То же самое делалось в комнате врача и на кухне. Кухня напоминала складочное место: всяких ящиков было так много, что повернуться трудно было. Ящики с яблоками, апельсинами, консервированными овощами загромождали кухню до тех пор, пока мы не потребили всех этих продуктов.

Повар, после того как закончил постройку печей и приступил к своим прямым обязанностям, расположился также в старом доме. По плану, Ушаков предполагал устроить для нужд колонистов ванну, и для нее устроена была небольшая комната за счет площади кухни. Комнату-то построили, а ванну в ней так и не установили. Первоначально, пока Петрик жил на рации, мы эту комнату превратили в склад, но когда на радиостанции перешли к «оседлому» образу жизни, — он уже оставаться там больше не мог. «Ванную» мы освободили, консервированное молоко «Гвоздика», хранившееся там, перенесли в жилые комнаты и в ванной поселили повара.

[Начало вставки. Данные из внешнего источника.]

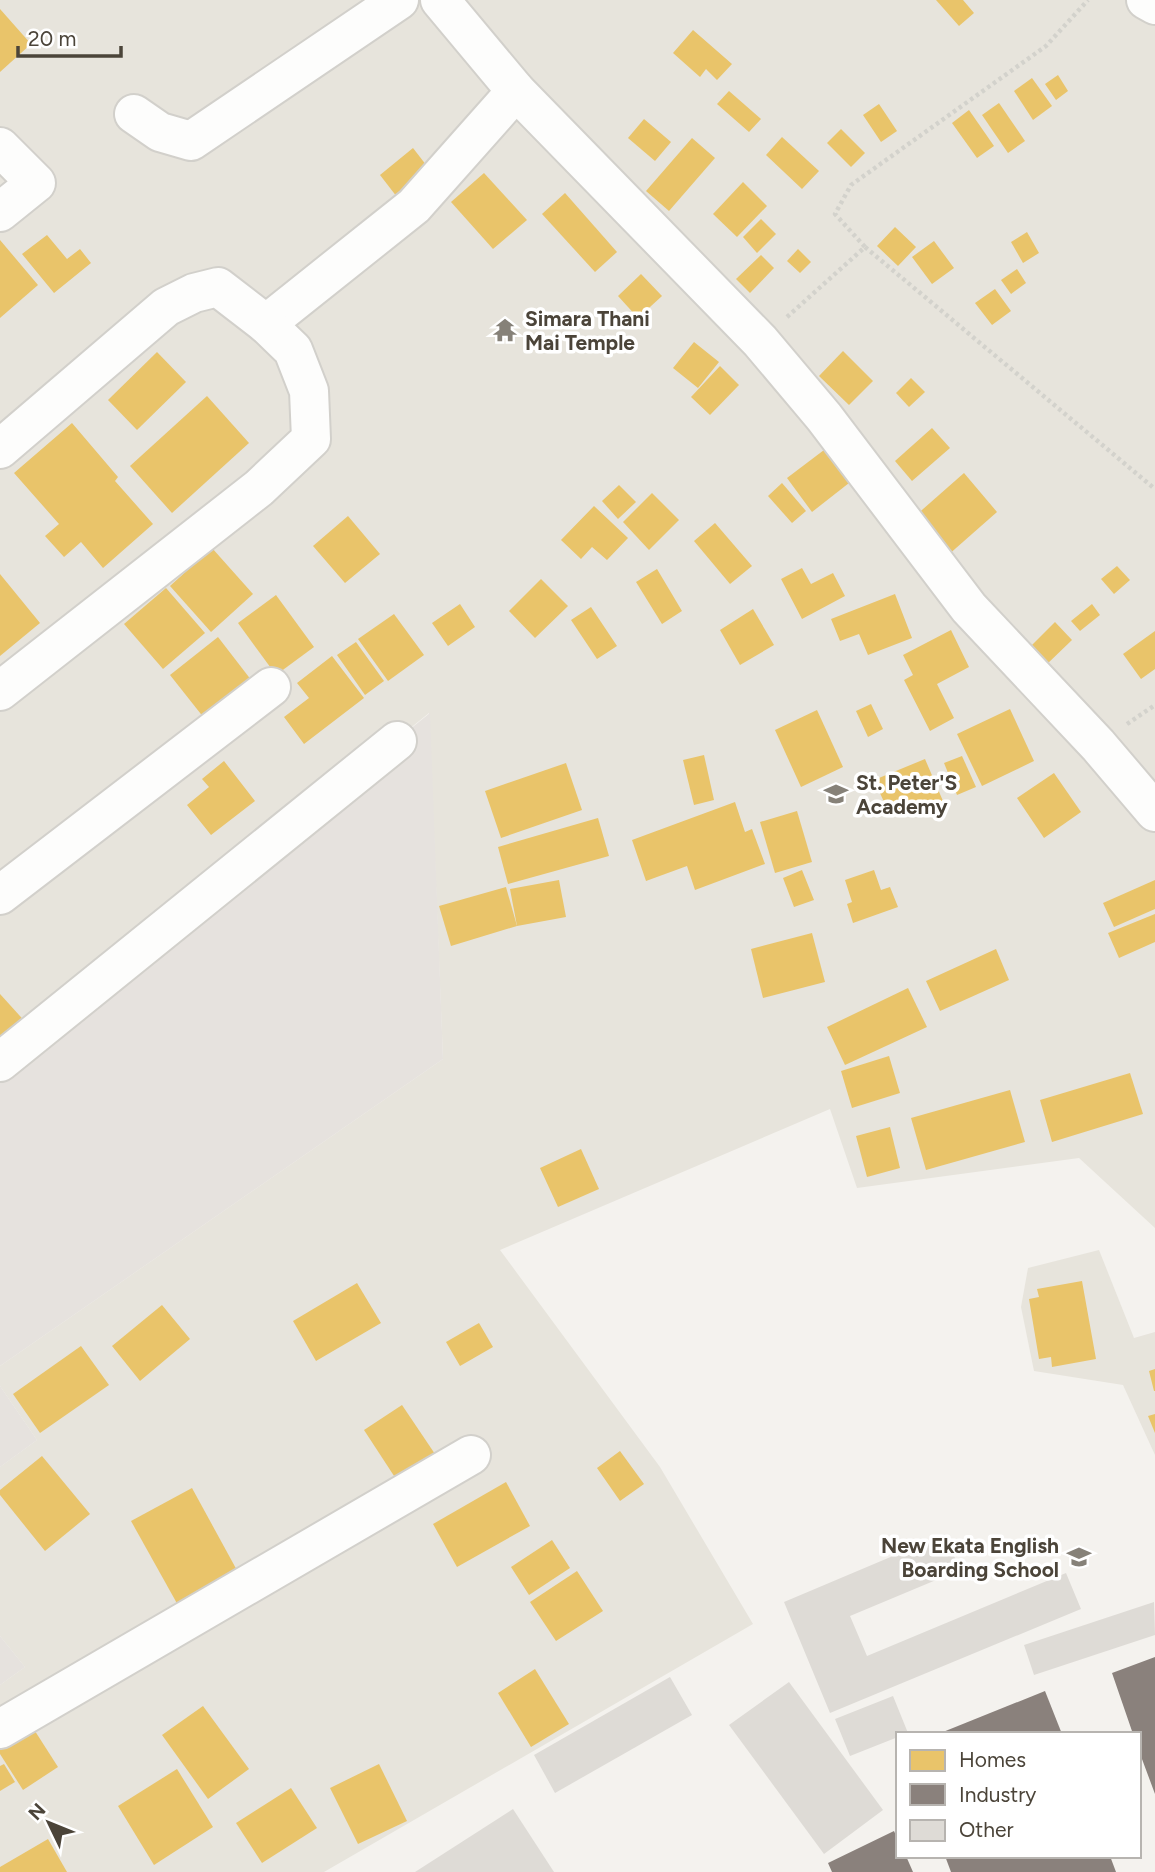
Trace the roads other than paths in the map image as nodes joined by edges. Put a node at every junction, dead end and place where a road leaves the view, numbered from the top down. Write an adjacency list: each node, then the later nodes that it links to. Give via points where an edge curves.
1 (399, 0): 6 (street, via 191,141 160,132)
2 (440, 0): 5 (street)
3 (1146, 0): 4 (street)
4 (1155, 5)
5 (516, 91): 9 (street, via 414,206); 14 (street, via 761,341 969,608)
6 (134, 114)
7 (0, 147): 8 (street, via 36,183)
8 (0, 212)
9 (266, 324): 10 (street, via 218,287 194,293 166,307); 12 (street, via 293,350 309,391 310,439 259,488)
10 (0, 449)
11 (271, 687): 15 (street)
12 (0, 691)
13 (397, 741): 16 (street)
14 (1155, 813)
15 (0, 895)
16 (0, 1062)
17 (471, 1455): 18 (street)
18 (0, 1729)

Пять лет на острове Врангеля img_9.jpeg

Подготовка вельбота к зиме.

Петрик занялся приготовлением пищи. На первых порах было много всяких смешных, а порою и грустных моментов. Готовить он не умел. Мы знали это и старались научить его тому, что сами знали. Но не то от упрямства, не то еще от чего, его было очень трудно учить. Он, например, никак не мог понять такой простой вещи, что можно в одно и то же время делать и первое и второе. Он готовил сперва первое, и, когда оно бывало совершенно готово, он принимался за второе… На это уходило много времени, обед у нас всегда запаздывал. Первое время мы относились к этому юмористически, но потом пришлось воздействовать на него более крепко, чтобы ликвидировать эту «очередность».

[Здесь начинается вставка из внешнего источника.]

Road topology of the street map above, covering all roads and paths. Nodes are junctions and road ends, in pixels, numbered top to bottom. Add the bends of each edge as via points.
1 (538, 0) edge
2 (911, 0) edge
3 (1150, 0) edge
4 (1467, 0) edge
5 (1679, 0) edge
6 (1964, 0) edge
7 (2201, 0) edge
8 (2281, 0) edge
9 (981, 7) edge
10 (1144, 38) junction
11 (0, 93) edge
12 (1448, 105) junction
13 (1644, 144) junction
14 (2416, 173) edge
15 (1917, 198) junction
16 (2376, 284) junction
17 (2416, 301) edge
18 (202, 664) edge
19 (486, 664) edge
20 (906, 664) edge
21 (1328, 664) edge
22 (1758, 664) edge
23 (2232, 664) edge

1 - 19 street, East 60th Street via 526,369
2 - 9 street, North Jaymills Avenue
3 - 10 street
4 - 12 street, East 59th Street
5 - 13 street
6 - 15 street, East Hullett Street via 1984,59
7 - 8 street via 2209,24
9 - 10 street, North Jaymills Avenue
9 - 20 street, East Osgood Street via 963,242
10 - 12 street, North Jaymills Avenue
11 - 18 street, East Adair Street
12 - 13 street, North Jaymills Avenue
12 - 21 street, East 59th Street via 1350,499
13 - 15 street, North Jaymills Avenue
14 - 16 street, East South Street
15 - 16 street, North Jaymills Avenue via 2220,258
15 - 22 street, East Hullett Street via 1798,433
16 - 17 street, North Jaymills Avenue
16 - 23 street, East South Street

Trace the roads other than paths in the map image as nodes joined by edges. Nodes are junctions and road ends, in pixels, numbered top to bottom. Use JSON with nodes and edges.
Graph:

Когда замерзла пресная вода в тундровой речке, перед нами встал довольно остро вопрос о воде. Пресного льда, который мы могли бы использовать для воды, около фактории не было; да и не только фактории — его, пожалуй, трудно было найти на всем острове. Из снега же добывать воду было очень хлопотно: надо очень много снега, чтобы добыть нужное количество воды. Пришлось мириться с этим злом, тем более, что топлива пока у нас было достаточно. Позже, когда снег уплотнило ветрами и он напоминал по внешнему виду лучший сорт каррарского мрамора, добывание воды совсем облегчилось. При помощи лопаты, а иногда и топора или пилы вырубался или выпиливался громадный кусок снега, который давал достаточно «материала» на бак воды. Крупной посуды для воды у нас не было, а только жестяные бачки на 7—8 ведер, поэтому приходилось часто, по несколько раз в день, добывать воду. Особенно плохо было с нею во время стирки: вода мягкая, и, пока отполощешь белье от мыла, изведешь море воды. А ведь ее надо каждый раз растапливать из снега.